Beata Botlhoko Kasale (24 May 1961 – 18 June 2018)  was a Botswana publisher and founding editor of The Voice Newspaper. With over 30 years in Journalism, Kasale co-founded The Voice Newspaper formerly The Francistowner Extra  in 1993 together with Donald Laurence Moore in Francistown and commonly referred to as “the mother of the media industry in Botswana”.

Life 
Kasale, popularly known as Aus-B in media circles, was the Strategic Advisor for the WAN-IFRA Women in News (WIN) in its formative years, the Acting Chairperson of the Botswana Media Consultative Council and a member of the Media Advisory Council.
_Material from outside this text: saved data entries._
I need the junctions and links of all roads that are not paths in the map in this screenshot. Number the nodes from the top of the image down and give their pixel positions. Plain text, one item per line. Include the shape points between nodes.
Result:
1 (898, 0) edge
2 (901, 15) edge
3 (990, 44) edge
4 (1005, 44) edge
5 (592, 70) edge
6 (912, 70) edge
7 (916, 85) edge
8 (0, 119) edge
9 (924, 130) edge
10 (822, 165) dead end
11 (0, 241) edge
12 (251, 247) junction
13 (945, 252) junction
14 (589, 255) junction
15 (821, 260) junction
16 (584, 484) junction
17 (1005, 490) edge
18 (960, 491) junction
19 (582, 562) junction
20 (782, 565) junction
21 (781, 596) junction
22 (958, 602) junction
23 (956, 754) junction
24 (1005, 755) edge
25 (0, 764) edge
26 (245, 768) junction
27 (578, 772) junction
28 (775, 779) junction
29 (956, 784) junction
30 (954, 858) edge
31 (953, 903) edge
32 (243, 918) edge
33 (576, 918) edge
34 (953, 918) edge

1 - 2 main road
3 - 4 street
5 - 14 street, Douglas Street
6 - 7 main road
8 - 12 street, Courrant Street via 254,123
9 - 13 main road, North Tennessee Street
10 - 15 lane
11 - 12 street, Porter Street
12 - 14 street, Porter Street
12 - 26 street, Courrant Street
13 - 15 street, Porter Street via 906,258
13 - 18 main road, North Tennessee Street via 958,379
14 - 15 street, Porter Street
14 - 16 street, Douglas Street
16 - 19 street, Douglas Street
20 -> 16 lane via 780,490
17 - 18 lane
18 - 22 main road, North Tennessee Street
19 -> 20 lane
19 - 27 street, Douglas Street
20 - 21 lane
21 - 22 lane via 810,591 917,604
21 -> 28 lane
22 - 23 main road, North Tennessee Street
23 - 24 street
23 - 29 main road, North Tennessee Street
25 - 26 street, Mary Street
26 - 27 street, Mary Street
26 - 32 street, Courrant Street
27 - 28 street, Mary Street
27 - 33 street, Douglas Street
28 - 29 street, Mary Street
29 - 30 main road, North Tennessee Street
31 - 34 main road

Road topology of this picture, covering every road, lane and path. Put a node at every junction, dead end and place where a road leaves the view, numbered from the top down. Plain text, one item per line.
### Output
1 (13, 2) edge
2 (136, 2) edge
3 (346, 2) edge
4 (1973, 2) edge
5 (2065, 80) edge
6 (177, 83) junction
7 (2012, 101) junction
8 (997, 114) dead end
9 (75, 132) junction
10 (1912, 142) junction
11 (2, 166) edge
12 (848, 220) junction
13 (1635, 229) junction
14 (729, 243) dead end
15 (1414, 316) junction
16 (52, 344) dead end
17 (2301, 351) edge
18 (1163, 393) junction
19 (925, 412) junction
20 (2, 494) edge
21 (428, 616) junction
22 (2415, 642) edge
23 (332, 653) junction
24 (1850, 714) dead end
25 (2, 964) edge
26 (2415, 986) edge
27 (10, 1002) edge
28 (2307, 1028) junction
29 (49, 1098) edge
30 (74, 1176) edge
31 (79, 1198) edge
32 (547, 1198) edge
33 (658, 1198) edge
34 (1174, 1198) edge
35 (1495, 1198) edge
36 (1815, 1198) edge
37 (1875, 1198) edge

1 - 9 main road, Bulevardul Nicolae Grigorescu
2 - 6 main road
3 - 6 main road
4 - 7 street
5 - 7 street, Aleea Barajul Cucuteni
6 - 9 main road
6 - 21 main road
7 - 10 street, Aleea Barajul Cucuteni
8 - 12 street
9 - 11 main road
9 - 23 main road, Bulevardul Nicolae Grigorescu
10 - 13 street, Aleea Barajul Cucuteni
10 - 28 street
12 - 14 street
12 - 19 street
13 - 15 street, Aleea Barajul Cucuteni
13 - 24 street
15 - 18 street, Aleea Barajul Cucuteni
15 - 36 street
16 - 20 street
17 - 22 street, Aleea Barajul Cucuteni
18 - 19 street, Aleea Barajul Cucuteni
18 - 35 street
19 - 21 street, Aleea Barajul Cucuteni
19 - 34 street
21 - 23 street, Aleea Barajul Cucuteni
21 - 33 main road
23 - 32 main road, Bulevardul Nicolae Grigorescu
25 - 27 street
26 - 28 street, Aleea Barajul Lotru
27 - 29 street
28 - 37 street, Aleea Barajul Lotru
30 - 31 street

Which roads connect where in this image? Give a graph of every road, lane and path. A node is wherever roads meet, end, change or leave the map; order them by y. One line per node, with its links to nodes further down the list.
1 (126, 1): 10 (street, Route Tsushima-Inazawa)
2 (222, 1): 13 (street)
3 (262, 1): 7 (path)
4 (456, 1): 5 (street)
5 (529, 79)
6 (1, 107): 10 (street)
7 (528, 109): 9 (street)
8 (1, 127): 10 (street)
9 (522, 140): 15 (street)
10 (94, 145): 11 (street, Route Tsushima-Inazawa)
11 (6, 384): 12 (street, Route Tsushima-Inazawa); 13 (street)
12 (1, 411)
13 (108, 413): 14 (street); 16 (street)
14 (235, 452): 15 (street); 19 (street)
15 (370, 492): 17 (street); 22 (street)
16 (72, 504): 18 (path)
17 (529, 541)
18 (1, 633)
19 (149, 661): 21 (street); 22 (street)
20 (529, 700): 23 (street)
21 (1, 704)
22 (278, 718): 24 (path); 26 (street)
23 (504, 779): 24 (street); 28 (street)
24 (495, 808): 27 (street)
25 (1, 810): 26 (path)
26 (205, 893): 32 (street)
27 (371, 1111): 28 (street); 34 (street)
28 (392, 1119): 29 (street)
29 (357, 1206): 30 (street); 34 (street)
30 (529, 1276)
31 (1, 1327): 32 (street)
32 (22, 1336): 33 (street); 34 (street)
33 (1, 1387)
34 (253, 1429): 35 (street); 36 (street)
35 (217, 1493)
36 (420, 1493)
She was also a Commonwealth Elections Observer. 
 
At the helm of The Voice Newspaper, Kasale was a proponent of gender mainstreaming and equity in Botswana’s newsrooms. In 2014, at the World Editors Forum, she posted; “Women must make themselves visible. 
 
She also worked for several organisations as chief strategist, including International Media Women’s Foundation (IMWF), African Comprehensive HIV/AIDS Partnership (ACHAP), Commonwealth Secretariat, Commonwealth Press Union, Gender Links, Panos, Open Society Initiative (OSI), OSISA and AMARC.
 
As a Human Rights defender, Kasale entreated the Government of Botswana to assimilate the marginalised Basarwa (San people) into the larger Botswana society in order that they fully benefit from their country’s resources. Thus in 2010, the 4th President of the Republic of Botswana, Seretse Khama Ian Khama, bestowed upon Kasale the Presidential Certificate of Honour in recognition of her contribution to the development of Botswana through media and human rights advocacy.
 
In 2001, she published a Children’s book, The Treasure in the Garden with Heinemann, UK.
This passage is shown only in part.